John Dixon is a former judge at the Supreme Court of Victoria, who had a legal career spanning 50 years.

==Early life and education==
John Dixon is a graduate of the law school at the University of Queensland and completed his Master of Laws at University of Melbourne.

==Career==
===Lawyer===
From 1977 Dixon practised as a lawyer, spending 27 years of his practice in criminal and commercial law. As a barrister, he worked in many jurisdictions in commercial law. He specialised in investment law and professional negligence. He also practised as a mediator and was a certified arbitrator.

===Judge===
He was appointed to the Supreme Court of Victoria in the Trials Division on 14 September 2014.

During his tenure as judge, he presided over some complex class actions, including by victims of the Black Saturday bushfires in 2009, another which challenged legal fees charged by lawyers, and the Rebel Wilson defamation case against Bauer Media in 2018.

==Other roles==
Dixon was a Fellow of the Australian Institute for Commercial Arbitration.
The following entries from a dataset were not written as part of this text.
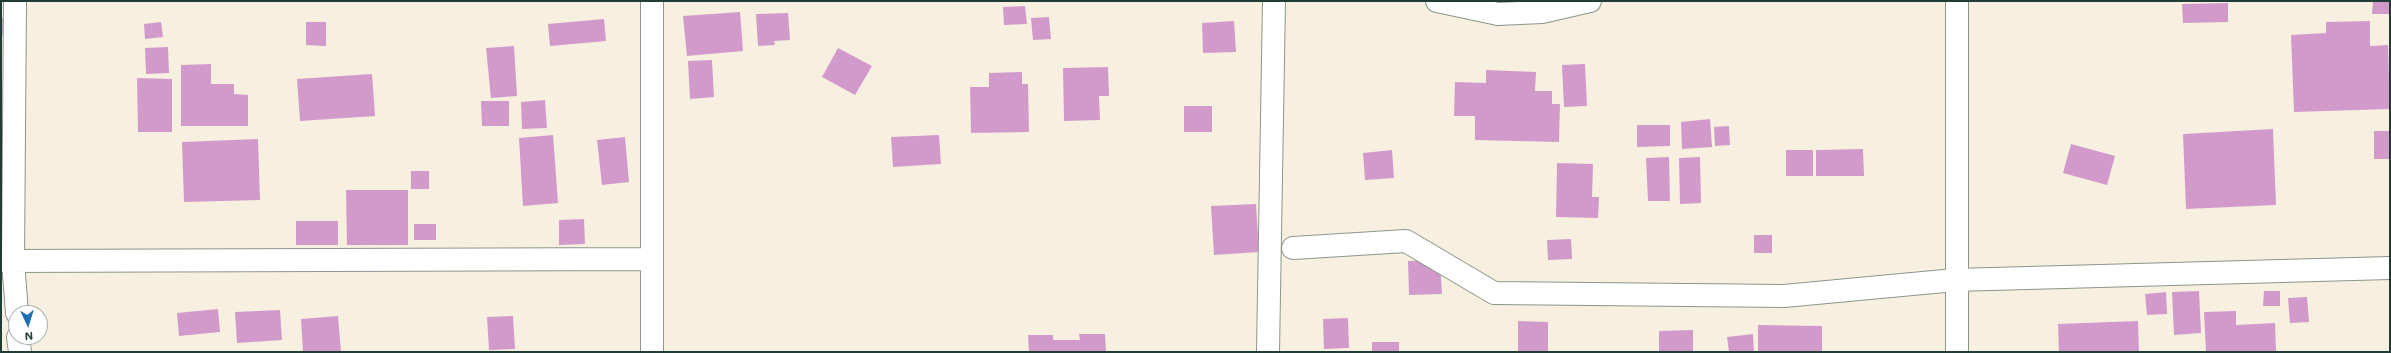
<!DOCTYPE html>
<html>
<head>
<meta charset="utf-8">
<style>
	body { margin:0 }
	#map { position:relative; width:2391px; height:353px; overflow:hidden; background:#f7f0e0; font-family:Mali,sans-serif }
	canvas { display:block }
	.frame { position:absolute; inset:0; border:2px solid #1f3d34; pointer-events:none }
	.north { position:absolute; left:8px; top:305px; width:40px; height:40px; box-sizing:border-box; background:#fff; border:1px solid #a5b1ae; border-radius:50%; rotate:176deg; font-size:11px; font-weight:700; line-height:16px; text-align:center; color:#1f3d34 }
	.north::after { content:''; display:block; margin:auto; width:14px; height:18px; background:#1f6fb2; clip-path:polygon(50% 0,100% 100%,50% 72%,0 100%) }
</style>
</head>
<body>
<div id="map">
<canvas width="2391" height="353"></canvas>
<div class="frame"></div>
<div class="north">N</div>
</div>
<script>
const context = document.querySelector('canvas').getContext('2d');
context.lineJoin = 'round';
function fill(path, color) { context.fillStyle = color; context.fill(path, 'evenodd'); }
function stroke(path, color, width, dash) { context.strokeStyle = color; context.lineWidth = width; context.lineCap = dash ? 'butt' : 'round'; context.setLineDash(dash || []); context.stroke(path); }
const building = new Path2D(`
	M2373,1H2390V14H2372Z
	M2228,3V22L2183,23L2182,4Z
	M1025,6L1027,24L1004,25L1003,7Z
	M740,12L743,51L687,56L683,16Z
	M788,13L790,40L774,41L775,45L758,46L756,14Z
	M1049,17L1051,39L1033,40L1031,18Z
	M1,18H3L4,35L1,36Z
	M604,19L606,41L550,46L548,24Z
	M1234,21L1236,52L1203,53L1202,23Z
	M2370,21V46L2388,45L2390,109L2294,112L2291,35L2326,33V22Z
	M161,22L163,37L145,39L144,24Z
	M306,22H326V46L306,45Z
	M514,46L517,96L491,98L486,48Z
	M168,47L169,73L146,74L145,48Z
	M838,48L872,66L855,95L822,77Z
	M712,60L714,97L690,99L688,61Z
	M211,64V84H234V94L248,95V126H181V65Z
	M1585,64L1587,106L1564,107L1562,65Z
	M1108,67L1109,96H1099L1100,120L1064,121L1063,68Z
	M1486,70L1536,72L1535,91H1552V104H1560L1559,142L1475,140V116H1454L1455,82L1486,83Z
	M1022,72V84H1028L1029,132L971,133L970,87H989V73Z
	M372,74L375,116L300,121L297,79Z
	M137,78L172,79V132H138Z
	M545,100L547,128L522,129L521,102Z
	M481,101H509V126H482Z
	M1184,106H1212V132H1184Z
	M1710,119L1712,147L1682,149L1681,122Z
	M1637,125H1670V146L1637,147Z
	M1729,126L1730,145L1715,146L1714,127Z
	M2273,129L2276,205L2186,209L2183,134Z
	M2374,131H2390V159H2374Z
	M553,135L558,203L523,206L519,138Z
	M939,135L941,164L893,167L891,137Z
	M625,137L629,182L602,185L597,140Z
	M258,139L260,200L184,202L182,142Z
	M2071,144L2115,156L2107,185L2063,173Z
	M1863,149L1864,176H1816V150Z
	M1392,150L1394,178L1365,180L1363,153Z
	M1786,150H1813V176H1786Z
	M1669,157L1670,201H1648L1646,158Z
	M1700,157L1701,203L1680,204L1679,158Z
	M1557,163L1593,164L1592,197H1599L1598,218L1556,217Z
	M411,171H429V189H411Z
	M346,190H408V245H347Z
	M1256,204L1259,252L1214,255L1211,206Z
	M584,219L585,244L559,245V220Z
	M296,221H338V245H296Z
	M414,224H436V240H414Z
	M1754,235H1772V253H1754Z
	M1571,239L1572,259L1548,260L1547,240Z
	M1440,260L1442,294L1409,295L1408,261Z
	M2199,291L2201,333L2174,335L2172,292Z
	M2264,291H2280V306H2263Z
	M2166,292L2167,314L2147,315L2145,294Z
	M2307,297L2309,322L2290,323L2288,298Z
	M218,309L220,332L179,336L177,313Z
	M280,310L282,340L237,343L235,312Z
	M2236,311V325L2275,323L2276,352H2206L2204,312Z
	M338,316L341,352H303L301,319Z
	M513,316L515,349L489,350L487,317Z
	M1348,318L1349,348L1324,349L1323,319Z
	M1518,321L1548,322V352H1518Z
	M2138,321L2139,352H2059L2058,324Z
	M1758,325L1822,326V352H1758Z
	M1693,330V352H1659V331Z
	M1079,334H1105L1106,352H1029L1028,335H1053V340H1080Z
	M1753,334L1754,352H1729L1727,337Z
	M1372,342H1399V352H1372Z`);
const minor = new Path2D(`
	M15,1L13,261L17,313
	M1437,1L1498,14L1542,12L1590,1
	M1957,1V352
	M1293,248L1406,241L1494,293L1784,296L1955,280L2390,268
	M1,261L652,259
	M18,337L20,352
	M652,352V1
	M1268,352L1274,1`);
fill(building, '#d29acb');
stroke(minor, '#8b968a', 24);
stroke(minor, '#fff', 22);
</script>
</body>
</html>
He also occupied positions on a number of bodies, including:
- Treasurer and executive member of the Commercial Bar Association (Commbar)
- Chairman of the Corporations and Securities Law Section of CommBar
- Vice-President of the Australian Institute for Commercial Arbitration
- Member of the Pro Bono Committee of the Victorian Bar Council

==Retirement==
Dixon retired in September 2023. In his farewell ceremony, which was live-streamed on 27 September, Dixon called for the recognition of Indigenous Australians in the Constitution, ahead of the 2023 Australian Indigenous Voice referendum.